The Hughes Agency won best of show for a print campaign created for MTX Paging Products’ Beepwear, a line of watches that double as digital paging systems. The tiny Norwalk shop also took home the Gold Brush award for best art direction and a gold in the outdoor and transit category for MTX, a joint venture between Motorola and Timex. David Grigg acted as both creative director and art director on the campaign, and Jeannie Credidio was the copywriter.
Judge Nancy Harhut, a vice president and creative director for the direct marketing division of Mullen in Wenham, Mass., said the decision to award the Beepwear work was “fairly unanimous. All of the judges took to the campaign, and when it came time to award the best of show, everyone gravitated to it.”
In the point-of-purchase category, Promotional Industries in East Hartford was awarded the gold prize for client Be Puzzled.
Wondriska Russo Associates in Farmington earned the top award in the annual report category for the 1997 annual report of the Museum of Fine Arts in Boston.

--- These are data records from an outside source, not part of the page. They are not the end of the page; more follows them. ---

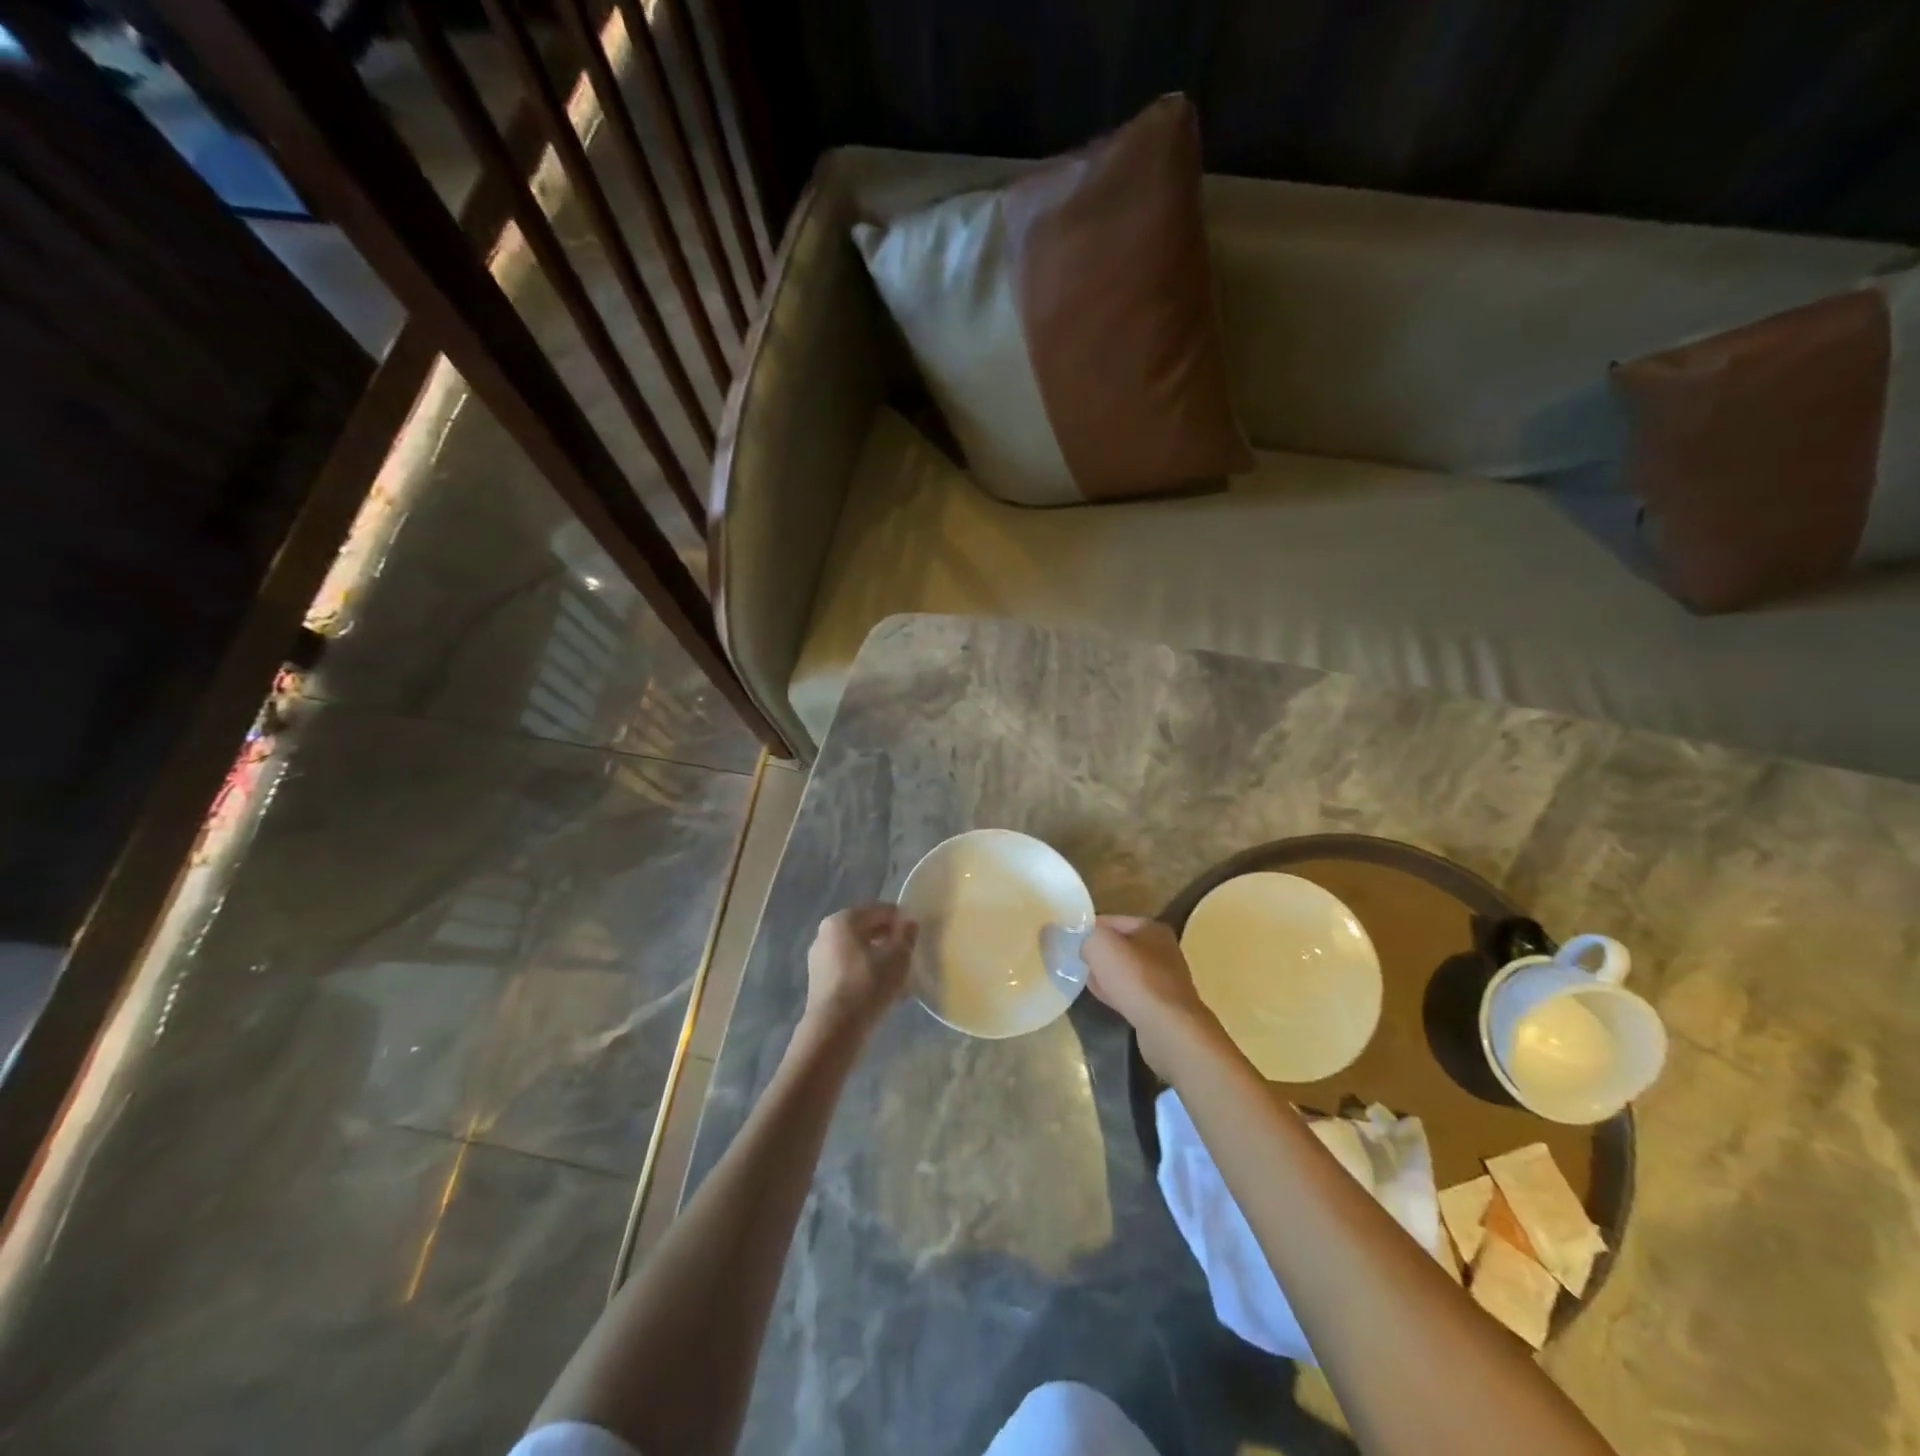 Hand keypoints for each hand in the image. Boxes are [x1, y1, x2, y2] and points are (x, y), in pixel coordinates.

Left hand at [802, 904, 917, 1035]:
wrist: (834, 1029)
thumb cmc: (868, 985)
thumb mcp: (898, 958)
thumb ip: (906, 935)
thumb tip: (909, 922)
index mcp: (843, 919)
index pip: (880, 911)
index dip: (901, 921)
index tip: (916, 937)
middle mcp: (826, 933)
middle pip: (866, 929)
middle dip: (888, 940)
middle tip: (908, 956)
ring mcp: (819, 957)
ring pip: (857, 950)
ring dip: (877, 958)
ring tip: (897, 976)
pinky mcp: (818, 980)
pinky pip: (848, 967)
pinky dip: (864, 972)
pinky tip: (880, 989)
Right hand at [1082, 915, 1228, 1079]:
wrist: (1168, 1028)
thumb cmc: (1135, 978)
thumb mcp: (1100, 944)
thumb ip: (1083, 935)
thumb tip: (1074, 940)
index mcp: (1151, 927)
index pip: (1109, 921)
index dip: (1086, 930)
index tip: (1067, 943)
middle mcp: (1162, 949)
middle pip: (1118, 946)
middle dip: (1096, 955)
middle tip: (1076, 964)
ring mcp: (1165, 978)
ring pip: (1124, 971)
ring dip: (1105, 976)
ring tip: (1087, 983)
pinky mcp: (1163, 1005)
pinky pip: (1131, 993)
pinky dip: (1117, 994)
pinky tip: (1106, 1000) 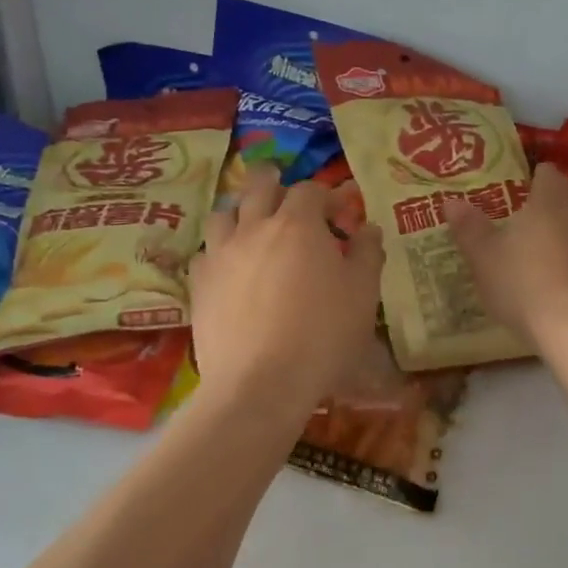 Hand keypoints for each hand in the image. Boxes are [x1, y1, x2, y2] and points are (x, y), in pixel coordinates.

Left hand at [190, 165, 384, 408]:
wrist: (259, 384)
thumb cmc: (322, 336)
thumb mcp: (362, 295)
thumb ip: (368, 254)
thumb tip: (368, 228)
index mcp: (298, 225)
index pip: (310, 190)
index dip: (327, 195)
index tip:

The judges included Harhut; Tom Rothermel, creative director at RDW Group in Providence, R.I.; Derrick Ogilvie, a copywriter at Hill, Holliday, Connors, Cosmopulos in Boston; Stuart D’Rozario, vice president and associate creative director at Arnold Communications in Boston; John Stertz, executive vice president and creative director at The Fahlgren Agency in Dublin, Ohio; and Michael Edwards, associate creative director at Dorland, Sweeney & Jones in Philadelphia.
The Connecticut region “had a nice showing,” Harhut commented. “The entries were stronger in the print area. There were some very strong print with nice graphics and intriguing headlines.”
Unlike last year’s invitation, a pop-up pencil that invited recipients to “see how your stuff measures up” and caused a mild uproar, this year’s invitation was a red-and-yellow-colored play on a job application to a fast-food chain.
The cover reads, “After this year’s Ad Club awards, you may be in line for a new position.” The inside provided details on the ceremony along with a mock employment application to “Burger Queen.